The “Education for All” (EFA) decade, launched in 1990 and reiterated in the Dakar Framework of Action at the World Education Forum in 2000, was quickly hijacked by the World Bank and other UN agencies. Since then, the developed countries have been implementing neoliberal reform in their own schools and pushing for its worldwide implementation. The Dakar Framework is so steeped in neoliberalism and UN superficiality that even international NGOs like Oxfam, ActionAid, and Education International are critical of it.

Behind the EFA façade, the UN commitment is limited to Millennium Development Goal (MDG) Target 2A which states that by 2015, “children everywhere, boys and girls alike, will be able to complete a full course of primary schooling.” This target, which does not even address the quality of education and does not cover secondary schools, has not been achieved. Some 58 million children of primary-school age (9%), and 63 million adolescents of secondary-school age (17%) are out of school. Out-of-school rates may have dropped from 1996 to 2006, but they flattened out from 2007 onwards. An alarmed UNICEF stated that, at current rates, it would take another 200 years to achieve MDG Target 2A.

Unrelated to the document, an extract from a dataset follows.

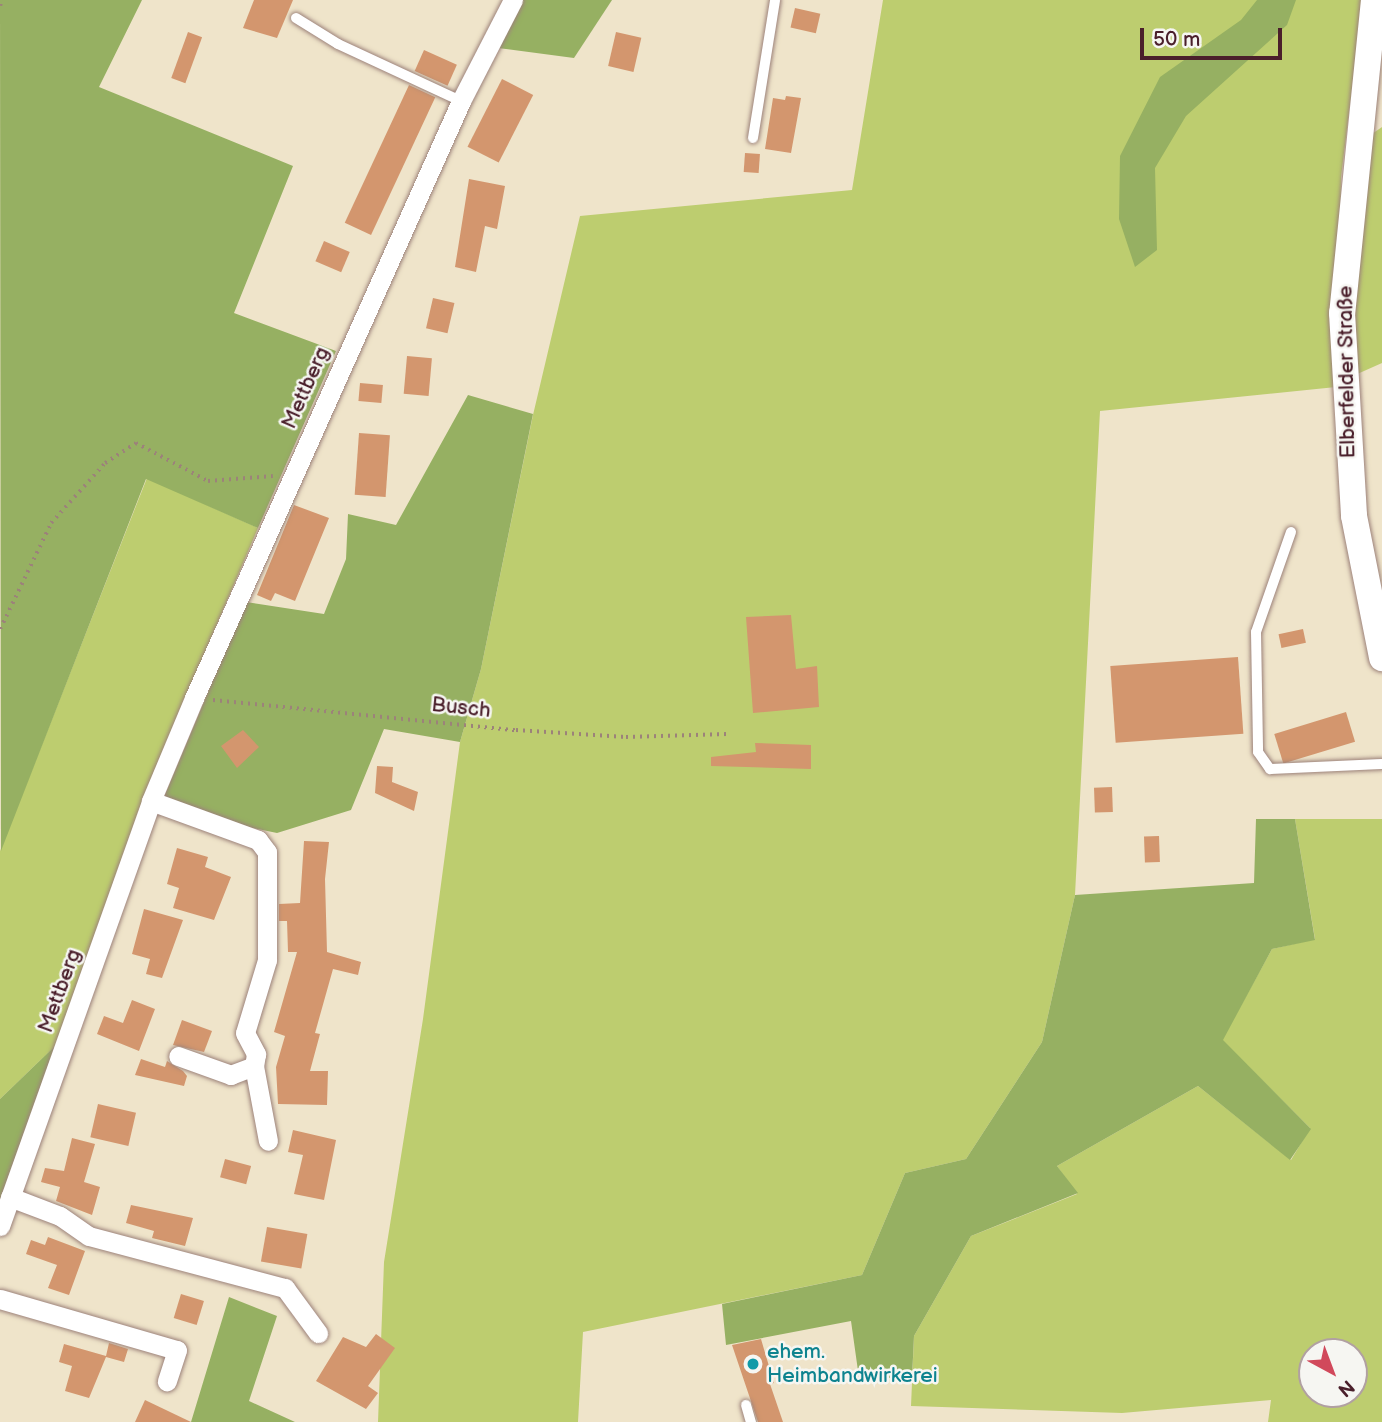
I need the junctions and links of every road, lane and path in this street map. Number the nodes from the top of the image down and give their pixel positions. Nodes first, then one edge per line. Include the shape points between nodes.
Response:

Rather than ensure universal basic education, neoliberal school reform is focused on the corporatization of higher education, and on re-gearing of primary and secondary schools to supply the skilled labor needs of global capitalism. It pays lip service to education as a universal right, but its focus is not on delivering education as a social service but as a marketable commodity. Commercialized education has long been a coping mechanism for many poor countries, but neoliberal school reforms from the 1980s onwards have made commercialization far worse.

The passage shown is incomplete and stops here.